The Moby Dick Affair Page 11
With a faltering hand Commander Ahab reached for the white switch—
With all the strength he had left, Napoleon Solo hauled back his right arm and flung the alloy tube whose end had been ripped by the lathe into a javelin-jagged point. Ahab's fingers touched the switch. The sharpened tube drove full force into the center of his back.
Ahab shrieked. He clawed at the switch. Solo watched, horrorstruck. If Ahab managed to seize the vital toggle in his last death spasms—
The commander's fingers slid away, leaving the switch unthrown. He turned awkwardly, peering up the aisle toward his slayer. Then, with a last bellow of pain, he sank down like a harpooned whale.
Feebly Solo limped back to Illya, found his communicator and called Channel D.
FOUR
THE HUGE TRANS-OCEANIC jet for New York lifted from the London airfield. Napoleon Solo sat by the window, staring out.
The city was not a pleasant sight. Even forty-eight hours after the Prime Minister had called an end to the evacuation at 4:24 P.M. that fatal afternoon, fires still burned. Smoky pillars climbed into the bright afternoon sky. The streets were being patrolled by units of the British Army, plus additional NATO forces rushed in by airlift.

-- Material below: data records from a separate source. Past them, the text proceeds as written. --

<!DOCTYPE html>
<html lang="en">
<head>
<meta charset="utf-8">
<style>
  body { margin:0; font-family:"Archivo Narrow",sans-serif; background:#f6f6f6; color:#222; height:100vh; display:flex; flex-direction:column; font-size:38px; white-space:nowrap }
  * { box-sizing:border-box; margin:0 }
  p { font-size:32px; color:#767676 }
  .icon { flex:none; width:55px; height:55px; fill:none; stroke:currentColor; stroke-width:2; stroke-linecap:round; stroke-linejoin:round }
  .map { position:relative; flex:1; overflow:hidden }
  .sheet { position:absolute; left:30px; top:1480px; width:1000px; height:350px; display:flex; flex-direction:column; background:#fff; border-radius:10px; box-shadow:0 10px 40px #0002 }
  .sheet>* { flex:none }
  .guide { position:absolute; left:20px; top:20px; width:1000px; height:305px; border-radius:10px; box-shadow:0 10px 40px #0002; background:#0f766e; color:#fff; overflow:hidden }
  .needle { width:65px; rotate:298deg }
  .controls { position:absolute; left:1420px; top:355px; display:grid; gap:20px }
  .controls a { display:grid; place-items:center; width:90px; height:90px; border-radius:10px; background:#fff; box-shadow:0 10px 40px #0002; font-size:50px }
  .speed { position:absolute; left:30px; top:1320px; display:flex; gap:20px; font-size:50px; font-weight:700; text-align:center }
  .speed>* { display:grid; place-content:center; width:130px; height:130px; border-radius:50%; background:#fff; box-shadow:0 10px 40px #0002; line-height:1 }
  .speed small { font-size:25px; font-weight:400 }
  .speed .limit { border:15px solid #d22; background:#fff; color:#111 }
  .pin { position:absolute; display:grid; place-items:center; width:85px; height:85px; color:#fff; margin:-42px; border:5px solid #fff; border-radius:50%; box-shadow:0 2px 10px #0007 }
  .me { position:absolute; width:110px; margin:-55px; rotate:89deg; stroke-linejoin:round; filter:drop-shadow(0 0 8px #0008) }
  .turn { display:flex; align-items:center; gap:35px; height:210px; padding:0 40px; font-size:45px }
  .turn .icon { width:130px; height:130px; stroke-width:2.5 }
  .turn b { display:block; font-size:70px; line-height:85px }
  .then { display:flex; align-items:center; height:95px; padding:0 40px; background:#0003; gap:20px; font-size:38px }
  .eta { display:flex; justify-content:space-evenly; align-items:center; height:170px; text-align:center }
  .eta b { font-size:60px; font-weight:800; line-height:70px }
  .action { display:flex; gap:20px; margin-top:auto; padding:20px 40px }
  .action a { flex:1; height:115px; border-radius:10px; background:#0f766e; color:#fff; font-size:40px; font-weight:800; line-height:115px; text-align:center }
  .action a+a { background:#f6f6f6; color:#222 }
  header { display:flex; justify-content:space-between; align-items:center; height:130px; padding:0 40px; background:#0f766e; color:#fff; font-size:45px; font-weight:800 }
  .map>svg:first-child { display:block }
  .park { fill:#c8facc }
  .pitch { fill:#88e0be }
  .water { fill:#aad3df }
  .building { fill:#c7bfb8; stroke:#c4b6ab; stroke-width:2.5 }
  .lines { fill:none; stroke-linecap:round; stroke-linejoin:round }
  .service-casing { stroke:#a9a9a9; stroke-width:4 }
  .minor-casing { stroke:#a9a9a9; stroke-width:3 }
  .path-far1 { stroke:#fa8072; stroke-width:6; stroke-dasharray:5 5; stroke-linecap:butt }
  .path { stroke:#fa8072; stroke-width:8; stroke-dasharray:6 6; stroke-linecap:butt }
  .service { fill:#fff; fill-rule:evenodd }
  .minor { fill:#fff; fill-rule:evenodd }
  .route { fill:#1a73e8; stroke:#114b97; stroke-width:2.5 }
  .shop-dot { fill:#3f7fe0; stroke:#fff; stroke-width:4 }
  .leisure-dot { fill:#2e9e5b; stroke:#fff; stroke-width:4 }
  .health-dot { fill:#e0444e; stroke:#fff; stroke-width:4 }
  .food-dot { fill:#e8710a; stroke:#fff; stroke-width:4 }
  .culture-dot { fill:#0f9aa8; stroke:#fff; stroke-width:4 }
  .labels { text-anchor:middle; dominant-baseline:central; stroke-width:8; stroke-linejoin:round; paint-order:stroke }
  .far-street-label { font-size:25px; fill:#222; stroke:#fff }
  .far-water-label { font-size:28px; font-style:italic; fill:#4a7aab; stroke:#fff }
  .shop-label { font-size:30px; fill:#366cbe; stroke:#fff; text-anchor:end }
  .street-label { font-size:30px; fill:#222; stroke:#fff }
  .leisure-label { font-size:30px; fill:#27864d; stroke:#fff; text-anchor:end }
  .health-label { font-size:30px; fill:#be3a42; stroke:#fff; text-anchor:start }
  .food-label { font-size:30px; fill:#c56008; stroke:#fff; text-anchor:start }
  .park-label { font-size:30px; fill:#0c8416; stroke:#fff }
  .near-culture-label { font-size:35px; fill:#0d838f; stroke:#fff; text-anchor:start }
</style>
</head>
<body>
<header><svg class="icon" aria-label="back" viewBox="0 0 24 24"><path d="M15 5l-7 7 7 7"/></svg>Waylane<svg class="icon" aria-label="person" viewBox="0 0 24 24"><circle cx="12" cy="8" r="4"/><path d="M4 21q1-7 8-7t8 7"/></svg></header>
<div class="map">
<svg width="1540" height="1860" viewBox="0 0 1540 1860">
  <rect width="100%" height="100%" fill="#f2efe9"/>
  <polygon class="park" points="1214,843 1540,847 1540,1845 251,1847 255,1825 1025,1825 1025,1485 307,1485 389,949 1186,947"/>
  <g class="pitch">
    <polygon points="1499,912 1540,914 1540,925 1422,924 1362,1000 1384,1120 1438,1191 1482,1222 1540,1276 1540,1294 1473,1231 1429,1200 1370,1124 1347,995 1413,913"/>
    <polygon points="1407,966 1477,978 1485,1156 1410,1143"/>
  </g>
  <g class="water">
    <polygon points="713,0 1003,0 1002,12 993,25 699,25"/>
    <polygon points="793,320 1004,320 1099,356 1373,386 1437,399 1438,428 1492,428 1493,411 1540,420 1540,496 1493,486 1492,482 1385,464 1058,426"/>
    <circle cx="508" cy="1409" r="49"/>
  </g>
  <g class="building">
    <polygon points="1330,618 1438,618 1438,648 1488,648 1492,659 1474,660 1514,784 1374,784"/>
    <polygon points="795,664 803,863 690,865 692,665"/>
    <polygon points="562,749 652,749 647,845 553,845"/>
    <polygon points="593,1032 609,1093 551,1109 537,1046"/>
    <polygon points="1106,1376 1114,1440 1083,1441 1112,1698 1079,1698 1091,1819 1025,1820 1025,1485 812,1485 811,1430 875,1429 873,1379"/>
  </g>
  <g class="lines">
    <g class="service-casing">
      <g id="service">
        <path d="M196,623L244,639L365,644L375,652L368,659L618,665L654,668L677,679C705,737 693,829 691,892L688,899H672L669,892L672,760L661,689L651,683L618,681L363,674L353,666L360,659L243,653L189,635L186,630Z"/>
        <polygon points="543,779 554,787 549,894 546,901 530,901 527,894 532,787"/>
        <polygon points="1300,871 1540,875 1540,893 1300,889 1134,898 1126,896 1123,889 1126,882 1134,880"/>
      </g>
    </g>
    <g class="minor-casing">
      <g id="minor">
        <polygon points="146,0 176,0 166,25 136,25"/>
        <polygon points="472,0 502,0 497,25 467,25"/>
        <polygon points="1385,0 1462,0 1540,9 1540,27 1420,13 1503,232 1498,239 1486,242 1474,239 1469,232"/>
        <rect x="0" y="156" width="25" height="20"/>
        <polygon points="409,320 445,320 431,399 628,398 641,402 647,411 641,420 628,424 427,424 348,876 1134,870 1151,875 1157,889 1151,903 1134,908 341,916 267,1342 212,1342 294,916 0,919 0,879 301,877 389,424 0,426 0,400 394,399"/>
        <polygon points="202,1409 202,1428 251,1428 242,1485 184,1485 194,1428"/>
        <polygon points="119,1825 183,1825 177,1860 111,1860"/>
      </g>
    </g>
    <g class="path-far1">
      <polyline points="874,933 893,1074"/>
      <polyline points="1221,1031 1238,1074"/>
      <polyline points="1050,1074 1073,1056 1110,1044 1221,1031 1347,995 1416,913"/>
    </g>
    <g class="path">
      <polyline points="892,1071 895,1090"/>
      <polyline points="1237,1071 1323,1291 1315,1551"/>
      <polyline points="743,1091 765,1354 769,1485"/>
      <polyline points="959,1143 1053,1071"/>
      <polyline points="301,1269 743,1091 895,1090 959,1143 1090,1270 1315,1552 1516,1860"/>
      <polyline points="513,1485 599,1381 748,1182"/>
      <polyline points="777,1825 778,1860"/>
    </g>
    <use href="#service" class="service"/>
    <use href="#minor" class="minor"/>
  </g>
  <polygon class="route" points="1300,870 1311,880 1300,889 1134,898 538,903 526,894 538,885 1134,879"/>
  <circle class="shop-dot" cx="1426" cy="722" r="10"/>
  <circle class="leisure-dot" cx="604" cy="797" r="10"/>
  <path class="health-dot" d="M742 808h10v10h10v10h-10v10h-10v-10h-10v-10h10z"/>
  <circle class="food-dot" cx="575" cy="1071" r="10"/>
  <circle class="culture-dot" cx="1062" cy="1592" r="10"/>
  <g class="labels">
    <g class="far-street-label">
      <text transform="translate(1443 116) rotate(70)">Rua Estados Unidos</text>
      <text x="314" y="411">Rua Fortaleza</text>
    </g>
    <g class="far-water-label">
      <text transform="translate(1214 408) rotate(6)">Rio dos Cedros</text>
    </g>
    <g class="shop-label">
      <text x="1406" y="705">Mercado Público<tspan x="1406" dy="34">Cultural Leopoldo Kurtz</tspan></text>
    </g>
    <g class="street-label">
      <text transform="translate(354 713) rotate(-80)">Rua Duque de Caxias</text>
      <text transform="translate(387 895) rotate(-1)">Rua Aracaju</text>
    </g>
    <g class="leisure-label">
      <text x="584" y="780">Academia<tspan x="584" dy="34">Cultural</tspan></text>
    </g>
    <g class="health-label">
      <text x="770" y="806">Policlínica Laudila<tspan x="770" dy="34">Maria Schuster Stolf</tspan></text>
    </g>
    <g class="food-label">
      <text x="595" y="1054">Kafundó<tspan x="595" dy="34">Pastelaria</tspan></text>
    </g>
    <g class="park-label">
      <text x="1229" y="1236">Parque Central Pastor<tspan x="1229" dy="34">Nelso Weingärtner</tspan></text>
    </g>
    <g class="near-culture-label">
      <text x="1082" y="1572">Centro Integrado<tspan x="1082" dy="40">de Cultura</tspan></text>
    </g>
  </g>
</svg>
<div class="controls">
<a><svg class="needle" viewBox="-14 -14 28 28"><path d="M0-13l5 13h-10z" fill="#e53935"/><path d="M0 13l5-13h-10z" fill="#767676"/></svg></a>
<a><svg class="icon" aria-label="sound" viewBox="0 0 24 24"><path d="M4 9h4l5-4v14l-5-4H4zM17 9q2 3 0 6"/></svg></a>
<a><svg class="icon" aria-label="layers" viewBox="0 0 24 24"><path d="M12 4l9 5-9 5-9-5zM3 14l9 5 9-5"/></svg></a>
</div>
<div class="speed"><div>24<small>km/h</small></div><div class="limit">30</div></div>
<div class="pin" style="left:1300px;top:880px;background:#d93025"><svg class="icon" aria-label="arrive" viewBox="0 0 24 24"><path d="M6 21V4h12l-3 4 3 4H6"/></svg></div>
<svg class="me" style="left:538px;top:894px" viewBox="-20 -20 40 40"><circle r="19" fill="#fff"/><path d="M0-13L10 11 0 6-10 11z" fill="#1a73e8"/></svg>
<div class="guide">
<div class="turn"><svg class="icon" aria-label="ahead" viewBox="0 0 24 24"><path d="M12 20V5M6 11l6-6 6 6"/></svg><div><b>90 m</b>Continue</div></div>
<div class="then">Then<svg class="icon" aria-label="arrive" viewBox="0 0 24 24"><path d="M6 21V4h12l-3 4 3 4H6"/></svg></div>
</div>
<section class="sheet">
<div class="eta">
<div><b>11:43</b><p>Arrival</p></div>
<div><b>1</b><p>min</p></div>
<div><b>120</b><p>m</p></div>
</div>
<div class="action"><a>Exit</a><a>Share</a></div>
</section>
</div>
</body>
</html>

The casualty toll, while not nearly as high as it would have been if Project Ahab had been a success, was still unpleasant. Solo tried to shut it all out of his mind.
The only compensation in the whole affair was the recovery of Cleo St. Cloud. In return for a lightened sentence, she had offered to work for U.N.C.L.E. when she got out of the hospital. She could be valuable in training U.N.C.L.E. agents in advanced hypnotic techniques.
The jet continued its climb toward the setting sun. Solo glanced at Illya Kuryakin sitting next to him. To Solo's surprise, Illya had taken a book out of his attaché case and was engrossed. He still looked pale, and heavier than usual due to the layers of bandage beneath his shirt.
"What's that you're reading?" Solo asked.
"Oh, something I picked up at a book store before we left," Illya replied. He flipped to the title page, pointed. "The Psychomilitary Uses of Medical Hypnosis. As someone once remarked, if you can't beat them, join them."
Seated across the aisle, Mr. Alexander Waverly pinched the bridge of his nose and looked unhappy.
"Put it away, Mr. Kuryakin," he said. "Put it away."
"But sir, it contains valuable information which we could profitably—"
"Not now, Mr. Kuryakin," Waverly said. "In New York, all right. But not now. Can't you occupy yourself with something that doesn't call up distressing memories?"
Suddenly Napoleon Solo grinned. The trim and most attractive stewardess was moving along the cabin aisle, speaking to various passengers.
"I can," Solo said, and rang the bell to call her.